Quantitative Evaluation

In our local 97 glioma test set, 74 were unifocal lesions and 23 were multifocal; 16 were MRI at the time of initial diagnosis and 81 were MRI performed at the time of recurrence. Using the fine-tuned DL model, we achieved a median DSC of 0.729 with a standard deviation of 0.134 for the whole tumor mask, demonstrating good agreement between the DL and manual segmentations.

The DSC of DL model was superior for newly diagnosed cases (median (P25–P75): 0.807 (0.785–0.832) compared to recurrent cases (median (P25–P75): 0.698 (0.558–0.772), p < 0.001, and superior for unifocal cases (median (P25–P75): 0.747 (0.813–0.655) compared to multifocal cases (median (P25–P75): 0.613 (0.475–0.758), p = 0.001.

Semi-quantitative Assessment

The ICCs between the two radiologists for assessing manual and deep learning segmentation were 0.759 and 0.770 respectively. Table 2 presents the semi-quantitative scores from all test cases. The average semi-quantitative score for DL segmentations was 3.639 ± 0.710, compared to 3.567 ± 0.789 for manual segmentation. In the DL group, 93.8% of the scores were 3 or higher, compared to 97.9% in the manual segmentation group. No statistically significant difference was observed between the two groups (p = 0.107). Two representative cases of DL and corresponding segmentation are shown in Fig. 3 and Fig. 4.

Table 2 The semiquantitative scores of DL and manual segmentations

Full size table

Subgroup analysis of the semi-quantitative scores (Table 3) revealed no performance differences between newly diagnosed and recurrent gliomas, or between unifocal and multifocal gliomas for the DL model (p = 0.367 and 0.357 respectively). Analysis of manual segmentation did not reveal performance differences between newly diagnosed and recurrent gliomas (p = 0.315), but manual segmentation performed better for unifocal than multifocal glioma (p = 0.015).

Table 3 The subgroup analysis of semi-quantitative scores

Full size table

Failure Analysis of DL Segmentation

Our analysis revealed two main situations where the DL segmentation performs poorly with a DSC below 0.3.

The first is on segmenting post-surgery tumor, illustrated in Fig. 5. Here, the enhancing tumor is located within a surgical resection cavity.
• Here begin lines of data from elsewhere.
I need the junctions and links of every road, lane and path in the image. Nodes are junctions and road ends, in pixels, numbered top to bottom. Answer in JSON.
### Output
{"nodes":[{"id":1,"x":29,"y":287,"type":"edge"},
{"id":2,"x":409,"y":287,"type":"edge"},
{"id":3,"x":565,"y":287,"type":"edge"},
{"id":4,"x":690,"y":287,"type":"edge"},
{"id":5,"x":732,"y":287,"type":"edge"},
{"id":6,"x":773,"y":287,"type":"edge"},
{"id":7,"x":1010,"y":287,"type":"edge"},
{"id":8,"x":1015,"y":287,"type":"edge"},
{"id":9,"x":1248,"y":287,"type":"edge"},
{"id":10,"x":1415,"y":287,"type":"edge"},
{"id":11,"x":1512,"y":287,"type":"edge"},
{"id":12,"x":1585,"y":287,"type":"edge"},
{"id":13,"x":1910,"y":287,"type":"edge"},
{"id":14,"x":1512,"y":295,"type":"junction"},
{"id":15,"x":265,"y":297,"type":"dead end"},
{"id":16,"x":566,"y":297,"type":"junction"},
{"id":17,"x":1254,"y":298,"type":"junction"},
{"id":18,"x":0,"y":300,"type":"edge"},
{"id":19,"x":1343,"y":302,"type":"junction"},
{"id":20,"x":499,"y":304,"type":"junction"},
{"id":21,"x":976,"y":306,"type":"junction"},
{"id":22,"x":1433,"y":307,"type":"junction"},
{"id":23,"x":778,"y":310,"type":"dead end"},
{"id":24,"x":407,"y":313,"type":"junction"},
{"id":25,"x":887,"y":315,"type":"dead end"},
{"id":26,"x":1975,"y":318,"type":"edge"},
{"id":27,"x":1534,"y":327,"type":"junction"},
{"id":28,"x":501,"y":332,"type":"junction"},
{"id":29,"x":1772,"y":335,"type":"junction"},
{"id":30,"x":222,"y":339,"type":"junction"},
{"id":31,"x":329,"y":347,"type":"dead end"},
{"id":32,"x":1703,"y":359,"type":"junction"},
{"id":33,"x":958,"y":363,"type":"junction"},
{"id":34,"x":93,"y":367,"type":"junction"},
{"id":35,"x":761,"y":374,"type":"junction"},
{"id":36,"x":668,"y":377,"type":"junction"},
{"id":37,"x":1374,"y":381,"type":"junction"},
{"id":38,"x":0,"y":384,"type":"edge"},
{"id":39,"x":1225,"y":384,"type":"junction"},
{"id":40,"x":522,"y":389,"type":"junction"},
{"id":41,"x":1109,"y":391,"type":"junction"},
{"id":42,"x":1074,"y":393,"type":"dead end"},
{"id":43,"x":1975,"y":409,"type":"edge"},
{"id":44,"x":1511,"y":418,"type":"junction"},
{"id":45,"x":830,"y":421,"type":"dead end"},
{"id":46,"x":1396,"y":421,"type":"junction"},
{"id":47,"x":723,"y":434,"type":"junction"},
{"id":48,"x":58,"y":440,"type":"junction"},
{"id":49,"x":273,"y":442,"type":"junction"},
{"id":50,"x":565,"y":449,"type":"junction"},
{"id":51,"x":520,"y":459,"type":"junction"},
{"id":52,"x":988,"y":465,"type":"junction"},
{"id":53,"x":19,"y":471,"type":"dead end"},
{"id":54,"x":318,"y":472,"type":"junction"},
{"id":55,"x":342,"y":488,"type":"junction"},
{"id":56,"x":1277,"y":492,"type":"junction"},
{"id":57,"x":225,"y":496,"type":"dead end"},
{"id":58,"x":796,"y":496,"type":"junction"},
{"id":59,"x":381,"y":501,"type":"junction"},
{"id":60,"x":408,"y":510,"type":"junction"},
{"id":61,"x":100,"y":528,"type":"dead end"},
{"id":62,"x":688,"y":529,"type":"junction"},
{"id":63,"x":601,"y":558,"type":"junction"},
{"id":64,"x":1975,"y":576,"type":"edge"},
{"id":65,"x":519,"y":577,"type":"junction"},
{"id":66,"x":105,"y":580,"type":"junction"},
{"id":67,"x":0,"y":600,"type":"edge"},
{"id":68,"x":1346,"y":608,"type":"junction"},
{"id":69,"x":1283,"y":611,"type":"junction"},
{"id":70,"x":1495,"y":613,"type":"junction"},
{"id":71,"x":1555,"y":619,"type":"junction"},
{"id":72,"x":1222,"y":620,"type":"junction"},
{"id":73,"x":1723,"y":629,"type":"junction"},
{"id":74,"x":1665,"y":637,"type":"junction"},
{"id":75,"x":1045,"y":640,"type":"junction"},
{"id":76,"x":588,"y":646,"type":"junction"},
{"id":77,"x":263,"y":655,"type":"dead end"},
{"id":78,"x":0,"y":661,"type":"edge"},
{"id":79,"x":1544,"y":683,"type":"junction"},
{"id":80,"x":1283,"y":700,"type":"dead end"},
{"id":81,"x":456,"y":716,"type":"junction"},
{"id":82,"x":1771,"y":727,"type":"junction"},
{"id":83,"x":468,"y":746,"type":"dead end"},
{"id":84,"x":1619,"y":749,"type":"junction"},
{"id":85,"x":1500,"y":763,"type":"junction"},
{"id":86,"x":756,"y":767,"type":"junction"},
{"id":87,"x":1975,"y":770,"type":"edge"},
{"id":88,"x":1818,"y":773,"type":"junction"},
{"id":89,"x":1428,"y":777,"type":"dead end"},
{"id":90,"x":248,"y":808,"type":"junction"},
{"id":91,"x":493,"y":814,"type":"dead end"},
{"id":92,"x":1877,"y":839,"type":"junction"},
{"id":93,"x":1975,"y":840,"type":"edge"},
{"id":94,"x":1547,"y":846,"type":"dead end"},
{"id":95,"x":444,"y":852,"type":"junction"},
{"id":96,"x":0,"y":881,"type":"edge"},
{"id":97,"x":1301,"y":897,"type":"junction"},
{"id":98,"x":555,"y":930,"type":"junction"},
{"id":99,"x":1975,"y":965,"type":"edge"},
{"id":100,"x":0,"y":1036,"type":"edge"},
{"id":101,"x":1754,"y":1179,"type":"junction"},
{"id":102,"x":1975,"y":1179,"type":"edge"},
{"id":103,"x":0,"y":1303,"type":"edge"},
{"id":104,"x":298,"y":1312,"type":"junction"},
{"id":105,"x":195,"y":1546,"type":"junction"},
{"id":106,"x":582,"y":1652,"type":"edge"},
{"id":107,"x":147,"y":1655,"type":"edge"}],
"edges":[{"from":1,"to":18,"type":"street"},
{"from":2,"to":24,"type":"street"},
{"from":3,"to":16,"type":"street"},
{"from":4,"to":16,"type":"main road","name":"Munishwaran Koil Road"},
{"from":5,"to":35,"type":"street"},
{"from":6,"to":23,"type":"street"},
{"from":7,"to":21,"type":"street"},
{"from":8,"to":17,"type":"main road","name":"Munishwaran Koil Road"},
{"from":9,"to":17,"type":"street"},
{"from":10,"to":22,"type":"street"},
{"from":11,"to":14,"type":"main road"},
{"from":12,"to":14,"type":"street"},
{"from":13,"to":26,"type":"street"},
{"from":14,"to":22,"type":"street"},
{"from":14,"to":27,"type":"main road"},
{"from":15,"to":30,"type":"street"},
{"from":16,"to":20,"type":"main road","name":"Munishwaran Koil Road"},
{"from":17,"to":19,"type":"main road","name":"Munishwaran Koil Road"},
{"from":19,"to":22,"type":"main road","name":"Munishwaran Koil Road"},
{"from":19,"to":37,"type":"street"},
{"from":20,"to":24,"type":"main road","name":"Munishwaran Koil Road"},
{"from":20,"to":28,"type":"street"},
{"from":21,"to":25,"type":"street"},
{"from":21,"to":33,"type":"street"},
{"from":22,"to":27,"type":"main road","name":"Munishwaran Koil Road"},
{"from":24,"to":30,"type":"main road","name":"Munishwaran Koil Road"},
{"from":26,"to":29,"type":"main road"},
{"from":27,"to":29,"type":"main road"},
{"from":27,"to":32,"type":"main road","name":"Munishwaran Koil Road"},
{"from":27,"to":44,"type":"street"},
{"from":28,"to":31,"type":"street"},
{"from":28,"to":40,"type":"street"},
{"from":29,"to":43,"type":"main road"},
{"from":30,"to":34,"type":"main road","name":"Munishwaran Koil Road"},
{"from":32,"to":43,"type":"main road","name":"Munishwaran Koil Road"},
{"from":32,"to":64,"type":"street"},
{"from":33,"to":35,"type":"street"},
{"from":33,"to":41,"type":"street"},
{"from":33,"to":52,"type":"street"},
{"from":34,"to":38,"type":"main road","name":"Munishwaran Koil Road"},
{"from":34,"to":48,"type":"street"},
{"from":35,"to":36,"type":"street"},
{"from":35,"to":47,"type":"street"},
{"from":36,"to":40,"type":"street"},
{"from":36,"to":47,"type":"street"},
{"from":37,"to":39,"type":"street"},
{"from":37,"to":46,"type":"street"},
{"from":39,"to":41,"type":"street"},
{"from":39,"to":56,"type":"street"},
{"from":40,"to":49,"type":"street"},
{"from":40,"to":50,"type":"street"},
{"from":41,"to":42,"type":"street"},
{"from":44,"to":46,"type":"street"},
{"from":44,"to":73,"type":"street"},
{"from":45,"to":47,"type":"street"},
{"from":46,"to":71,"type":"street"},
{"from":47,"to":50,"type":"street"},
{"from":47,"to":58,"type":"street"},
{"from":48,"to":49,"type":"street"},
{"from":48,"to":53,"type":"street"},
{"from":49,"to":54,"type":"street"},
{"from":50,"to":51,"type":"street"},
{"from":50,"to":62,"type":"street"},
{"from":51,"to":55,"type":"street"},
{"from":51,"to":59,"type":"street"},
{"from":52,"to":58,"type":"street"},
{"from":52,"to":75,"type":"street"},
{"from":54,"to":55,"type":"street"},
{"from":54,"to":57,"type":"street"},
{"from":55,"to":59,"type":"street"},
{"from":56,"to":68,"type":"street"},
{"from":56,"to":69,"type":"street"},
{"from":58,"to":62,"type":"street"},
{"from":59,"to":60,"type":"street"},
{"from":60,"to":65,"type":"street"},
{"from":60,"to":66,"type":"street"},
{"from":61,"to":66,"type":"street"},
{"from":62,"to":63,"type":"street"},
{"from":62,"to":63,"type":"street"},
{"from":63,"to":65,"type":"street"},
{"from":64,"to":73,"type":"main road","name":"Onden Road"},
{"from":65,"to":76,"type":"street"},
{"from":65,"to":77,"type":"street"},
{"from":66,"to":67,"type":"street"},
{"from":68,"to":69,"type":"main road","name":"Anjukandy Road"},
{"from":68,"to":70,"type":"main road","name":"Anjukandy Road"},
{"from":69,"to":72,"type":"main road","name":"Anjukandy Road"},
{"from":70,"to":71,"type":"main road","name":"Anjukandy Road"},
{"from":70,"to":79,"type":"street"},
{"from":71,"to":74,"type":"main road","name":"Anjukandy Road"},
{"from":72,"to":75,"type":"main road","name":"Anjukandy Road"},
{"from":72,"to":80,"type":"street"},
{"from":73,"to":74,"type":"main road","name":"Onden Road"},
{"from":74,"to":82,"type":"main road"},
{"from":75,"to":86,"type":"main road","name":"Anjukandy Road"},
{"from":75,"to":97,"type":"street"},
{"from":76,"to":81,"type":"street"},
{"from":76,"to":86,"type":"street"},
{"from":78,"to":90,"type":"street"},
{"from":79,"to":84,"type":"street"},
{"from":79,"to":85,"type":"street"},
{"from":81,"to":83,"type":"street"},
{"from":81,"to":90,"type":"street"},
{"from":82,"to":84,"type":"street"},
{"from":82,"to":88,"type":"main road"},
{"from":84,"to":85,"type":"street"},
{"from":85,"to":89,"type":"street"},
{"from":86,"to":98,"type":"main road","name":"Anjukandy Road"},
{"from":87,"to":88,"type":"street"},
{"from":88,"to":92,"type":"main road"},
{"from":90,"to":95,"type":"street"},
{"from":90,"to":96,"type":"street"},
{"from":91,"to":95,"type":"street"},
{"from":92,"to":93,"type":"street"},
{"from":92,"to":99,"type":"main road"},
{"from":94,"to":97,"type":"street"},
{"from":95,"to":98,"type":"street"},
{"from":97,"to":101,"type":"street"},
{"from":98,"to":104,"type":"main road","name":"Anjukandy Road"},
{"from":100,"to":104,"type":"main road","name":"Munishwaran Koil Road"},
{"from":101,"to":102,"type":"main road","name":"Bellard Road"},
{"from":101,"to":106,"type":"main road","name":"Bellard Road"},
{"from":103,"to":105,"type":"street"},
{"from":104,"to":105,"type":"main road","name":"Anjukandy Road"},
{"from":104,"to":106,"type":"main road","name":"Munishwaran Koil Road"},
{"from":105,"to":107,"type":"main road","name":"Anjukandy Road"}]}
This unusual presentation differs markedly from typical glioma cases, making it challenging for the model to correctly identify the tumor boundaries. This reflects the difficulties faced by the DL model in post-surgical situations.

The second is on segmenting small or faintly enhancing tumor, illustrated in Fig. 6, where a small, recurrent tumor with only slight enhancement was shown in the image. The tumor’s small size and low contrast enhancement posed significant challenges for the model, impairing its ability to detect and segment the tumor effectively. This underscores the limitations of the DL model in accurately identifying small tumors with subtle imaging features.

Discussion

We developed and evaluated a transfer learning-based automatic tumor segmentation DL model using multi-sequential MRI data. Our results suggest that the DL segmentation model’s performance on our real-world MRI data is comparable to that of manual segmentation, as evidenced by semi-quantitative evaluation from an independent radiologist. Although pretrained on large datasets with structural imaging only, the model proved effective in the automatic segmentation of both structural MRI and ADC maps, demonstrating substantial robustness.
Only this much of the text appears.